Never Have I Ever(39)



“Without the provenance, art’s just paper and lines. That was more like a gift.”

“Sure,” I said, the way she used that word. Sarcastic.

She smiled, recognizing the inflection. “People like to give me things. I’m nice if you give me things. You’ll see.”

I understood then; she’d done this before, traded secrets for things she wanted or needed. Maybe this was all she did. Her mystery job.

Meanwhile her hands found the tied strings of my suit, the tankini top still damp under my dress. “You went to the beach? You smell like beach.” I didn’t answer. “What the hell are you? I have your whole life in my hands. I told you to dump Kanga and get over here, and you . . . what, you geared up and went diving?” She sounded almost admiring, her fingers running along the suit’s underwire. She brushed her thumbs across the cups, and I jerked.

“Are you searching for my nipples?” I asked, acid. “Because you found those.”

“Just a mike,” Roux said. “Or a gun. Little knives. Ninja stars.”

It sounded like a point of pride. It sounded true.

“Oh, do people often try to kill you?” I asked, deadpan. “Fancy that.”

“Well, I did mention I was married,” she said, and then added, “Rimshot!”

I didn’t think she was joking all the way, though. There was a serious edge to it, and I took it as another drop in my meager pool of knowledge about Roux. She was married. She’d once lived in my old neighborhood. She didn’t eat carbs. And now this: She’d known violence.

Her hands were lower now, feeling my waist. I sucked my stomach in. I couldn’t help it. It was easier to stand her hands on me when we were talking, so I talked.

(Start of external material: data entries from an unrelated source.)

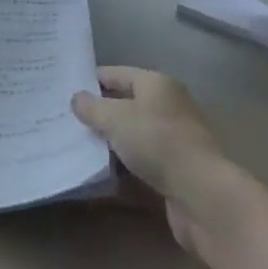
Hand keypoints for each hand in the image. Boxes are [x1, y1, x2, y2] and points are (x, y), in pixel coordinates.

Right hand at [73, 67, 230, 252]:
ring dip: (110, 143)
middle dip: (99, 114)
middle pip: (126, 105)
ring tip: (78, 148)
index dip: (91, 80)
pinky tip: (101, 176)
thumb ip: (92, 107)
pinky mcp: (175, 170)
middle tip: (67, 121)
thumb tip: (77, 98)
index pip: (117, 74)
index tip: (65, 90)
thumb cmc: (157, 142)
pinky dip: (124, 168)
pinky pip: (141, 163)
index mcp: (156, 84)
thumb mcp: (115, 119)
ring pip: (133, 136)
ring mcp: (174, 140)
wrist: (202, 194)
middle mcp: (168, 106)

“You don’t seem married. Hearing how you talk about men, I don’t think you like them very much.”

She shrugged. “Men are useful. I like useful things.”

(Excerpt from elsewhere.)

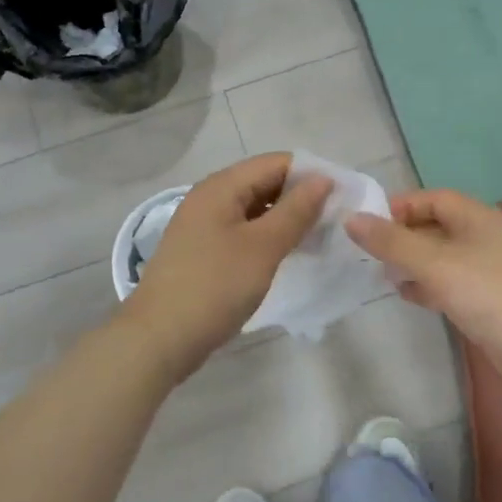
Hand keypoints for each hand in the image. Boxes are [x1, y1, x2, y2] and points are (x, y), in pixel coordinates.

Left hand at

She knelt then, running her hands down my right hip, then my leg.

“See, right there, that’s animosity,” I told her, and I wanted to make her uncomfortable. Wanted to invade her space, the same way she was muscling into mine. “Has it occurred to you that you’re raising a man?”

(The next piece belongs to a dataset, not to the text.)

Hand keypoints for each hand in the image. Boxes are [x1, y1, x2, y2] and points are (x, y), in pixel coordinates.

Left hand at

I felt a stillness come into her body, but it happened in her core. Her hands stayed in motion. “Luca is a boy. Boys are sweet.”

“What do you think boys grow up to be?” I pushed.

“Men. Mostly. But at that point don’t they also get the hell out of your house?” She grinned, tossing the remark off, but my dig had landed. She did have a soft spot. Her kid. Now she was checking my sandals. “You’re pretty fit, especially considering how big you used to be. You should dedicate a day to abs, though.”

I’d hit her and she’d hit back, immediately, landing a low blow. I closed my eyes, breathed in, as her hands swept up my other leg. Imagined I was underwater. Imagined her movements were waves and current pushing at me. It worked, too, right up until she put one hand directly between my legs. I cried out and stepped back, my eyes flying open.

She cocked an eyebrow. “Relax, Amy. People always think no one will look there. It’s the first place I think of and the last place I check.”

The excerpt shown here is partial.